Data:
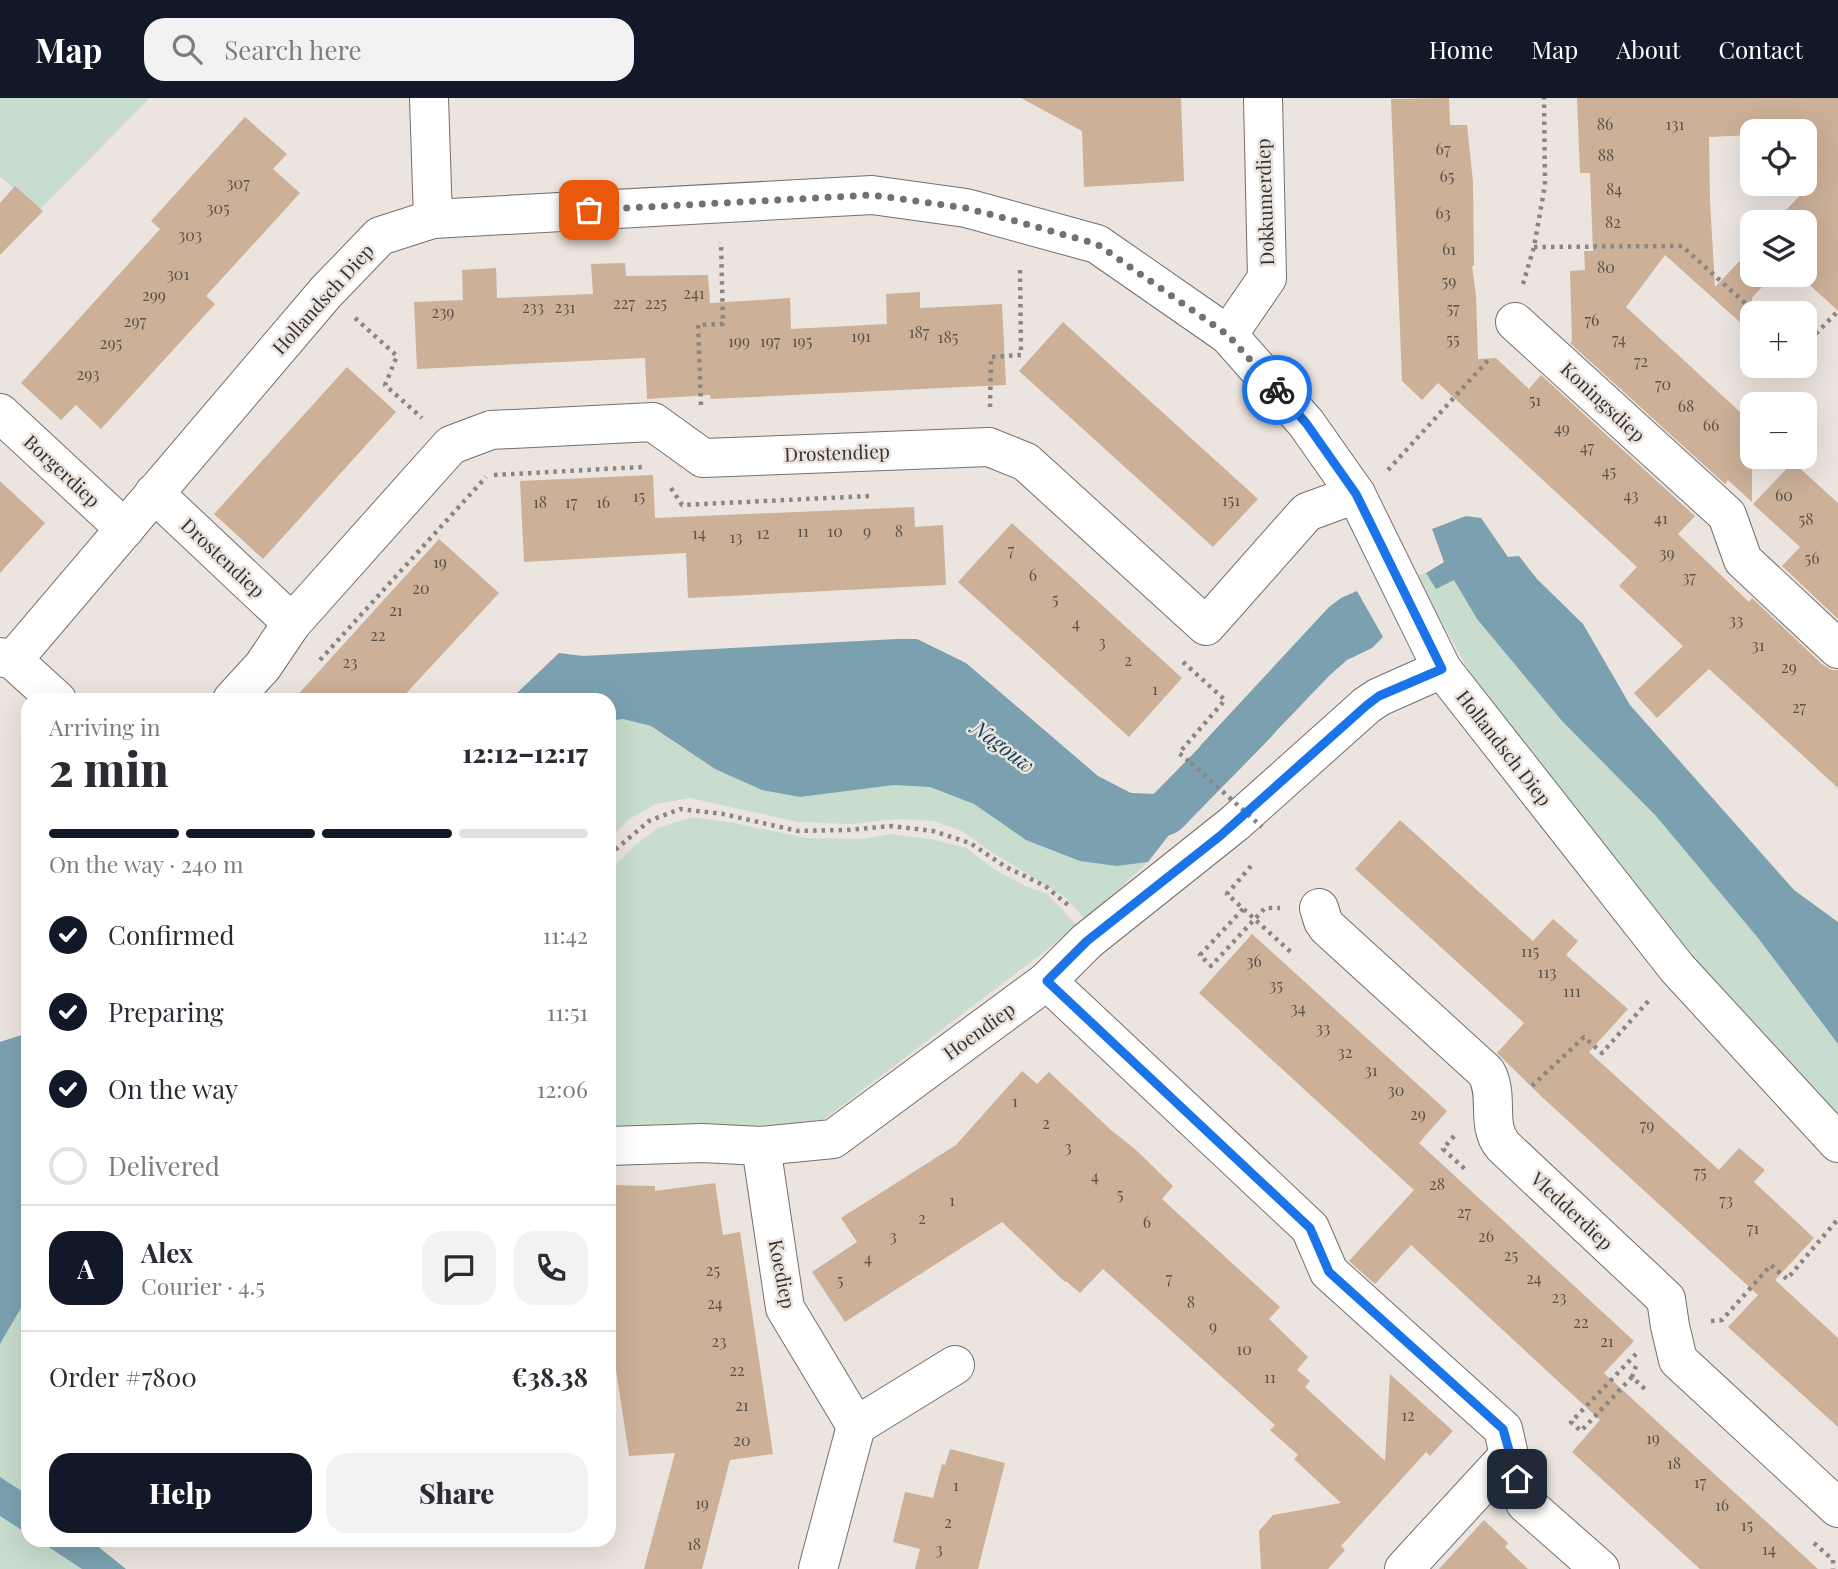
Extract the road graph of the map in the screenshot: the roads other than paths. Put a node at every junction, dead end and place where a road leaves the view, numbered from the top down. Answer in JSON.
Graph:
{"nodes":[{"id":1,"x":429,"y":98,"type":"edge"},
{"id":2,"x":1263,"y":98,"type":"edge"},
{"id":3,"x":433,"y":219,"type":"junction"},
{"id":4,"x":1516,"y":322,"type":"road end"},
{"id":5,"x":1228,"y":335,"type":"junction"},
{"id":6,"x":0,"y":413,"type":"edge"},
{"id":7,"x":154,"y":493,"type":"junction"},
{"id":8,"x":1356,"y":494,"type":"junction"},
{"id":9,"x":125,"y":529,"type":"junction"},
{"id":10,"x":292,"y":624,"type":"junction"},
{"id":11,"x":1838,"y":649,"type":"edge"},
{"id":12,"x":7,"y":658,"type":"edge"},
{"id":13,"x":1442,"y":669,"type":"junction"},
{"id":14,"x":49,"y":693,"type":"edge"},
{"id":15,"x":238,"y":693,"type":"edge"},
{"id":16,"x":1319,"y":908,"type":"dead end"},
{"id":17,"x":1047,"y":981,"type":"junction"},
{"id":18,"x":1838,"y":1143,"type":"edge"},
{"id":19,"x":616,"y":1146,"type":"edge"},
{"id":20,"x":761,"y":1146,"type":"junction"},
{"id":21,"x":954,"y":1365,"type":"dead end"},
{"id":22,"x":856,"y":1426,"type":"junction"},
{"id":23,"x":1509,"y":1455,"type":"junction"},
{"id":24,"x":1838,"y":1508,"type":"edge"},
{"id":25,"x":818,"y":1569,"type":"edge"},
{"id":26,"x":1404,"y":1569,"type":"edge"},
{"id":27,"x":1600,"y":1569,"type":"edge"}],
"edges":[{"from":1,"to":3,"type":"street"},
{"from":2,"to":5,"type":"street","name":"Dokkumerdiep"},
{"from":3,"to":5,"type":"street","name":"Hollandsch Diep"},
{"from":3,"to":7,"type":"street","name":"Hollandsch Diep"},
{"from":4,"to":11,"type":"street","name":"Koningsdiep"},
{"from":5,"to":8,"type":"street","name":"Hollandsch Diep"},
{"from":6,"to":9,"type":"street","name":"Borgerdiep"},
{"from":7,"to":9,"type":"street","name":"Hollandsch Diep"},
{"from":7,"to":10,"type":"street","name":"Drostendiep"},
{"from":8,"to":10,"type":"street","name":"Drostendiep"},
{"from":8,"to":13,"type":"street","name":"Hollandsch Diep"},
{"from":9,"to":12,"type":"street","name":"Hollandsch Diep"},
{"from":10,"to":15,"type":"street"},
{"from":12,"to":14,"type":"street"},
{"from":13,"to":17,"type":"street","name":"Hoendiep"},
{"from":13,"to":18,"type":"street","name":"Hollandsch Diep"},
{"from":16,"to":24,"type":"street","name":"Vledderdiep"},
{"from":17,"to":20,"type":"street","name":"Hoendiep"},
{"from":17,"to":23,"type":"street"},
{"from":19,"to":20,"type":"street","name":"Hoendiep"},
{"from":20,"to":22,"type":"street","name":"Koediep"},
{"from":21,"to":22,"type":"street"},
{"from":22,"to":25,"type":"street"},
{"from":23,"to":26,"type":"street"},
{"from":23,"to":27,"type":"street"}]}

What is being asked: Type the listing out again word for word, passing over each picture.

Task answer:
Extract the road graph of the map in the screenshot: the roads other than paths. Put a node at every junction, dead end and place where a road leaves the view, numbered from the top down. Answer in JSON.
Graph:
{"nodes":[{"id":1,"x":429,"y":98,"type":"edge"},
{"id":2,"x":1263,"y":98,"type":"edge"},
{"id":3,"x":433,"y":219,"type":"junction"},
{"id":4,"x":1516,"y":322,"type":"road end"},
{"id":5,"x":1228,"y":335,"type":"junction"},
{"id":6,"x":0,"y":413,"type":"edge"},
{"id":7,"x":154,"y":493,"type":"junction"},
{"id":8,"x":1356,"y":494,"type":"junction"},
{"id":9,"x":125,"y":529,"type":"junction"},
{"id":10,"x":292,"y":624,"type":"junction"},
{"id":11,"x":1838,"y":649,"type":"edge"},
{"id":12,"x":7,"y":658,"type":"edge"},
{"id":13,"x":1442,"y":669,"type":"junction"},
{"id":14,"x":49,"y":693,"type":"edge"},
{"id":15,"x":238,"y":693,"type":"edge"},
{"id":16,"x":1319,"y":908,"type":"dead end"},
{"id":17,"x":1047,"y":981,"type":"junction"},
{"id":18,"x":1838,"y":1143,"type":"edge"},
{"id":19,"x":616,"y":1146,"type":"edge"},
{"id":20,"x":761,"y":1146,"type":"junction"},
{"id":21,"x":954,"y":1365,"type":"dead end"},
{"id":22,"x":856,"y":1426,"type":"junction"},
{"id":23,"x":1509,"y":1455,"type":"junction"},
{"id":24,"x":1838,"y":1508,"type":"edge"},
{"id":25,"x":818,"y":1569,"type":"edge"},
{"id":26,"x":1404,"y":1569,"type":"edge"},
{"id":27,"x":1600,"y":1569,"type":"edge"}],
"edges":[{"from":1,"to":3,"type":"street"},
{"from":2,"to":5,"type":"street","name":"Dokkumerdiep"},
{"from":3,"to":5,"type":"street","name":"Hollandsch Diep"},
{"from":3,"to":7,"type":"street","name":"Hollandsch Diep"},
{"from":4,"to":11,"type":"street","name":"Koningsdiep"},
{"from":5,"to":8,"type":"street","name":"Hollandsch Diep"},
{"from":6,"to":9,"type":"street","name":"Borgerdiep"},
{"from":7,"to":9,"type":"street","name":"Hollandsch Diep"},
{"from":7,"to":10,"type":"street","name":"Drostendiep"},
{"from":8,"to":10,"type":"street","name":"Drostendiep"},
{"from":8,"to":13,"type":"street","name":"Hollandsch Diep"},
{"from":9,"to":12,"type":"street","name":"Hollandsch Diep"},
{"from":10,"to":15,"type":"street"},
{"from":12,"to":14,"type":"street"},
{"from":13,"to":17,"type":"street","name":"Hoendiep"},
{"from":13,"to":18,"type":"street","name":"Hollandsch Diep"},
{"from":16,"to":24,"type":"street","name":"Vledderdiep"},
{"from":17,"to":20,"type":"street","name":"Hoendiep"},
{"from":17,"to":23,"type":"street"},
{"from":19,"to":20,"type":"street","name":"Hoendiep"},
{"from":20,"to":22,"type":"street","name":"Koediep"},
{"from":21,"to":22,"type":"street"},
{"from":22,"to":25,"type":"street"},
{"from":23,"to":26,"type":"street"},
{"from":23,"to":27,"type":"street"}]}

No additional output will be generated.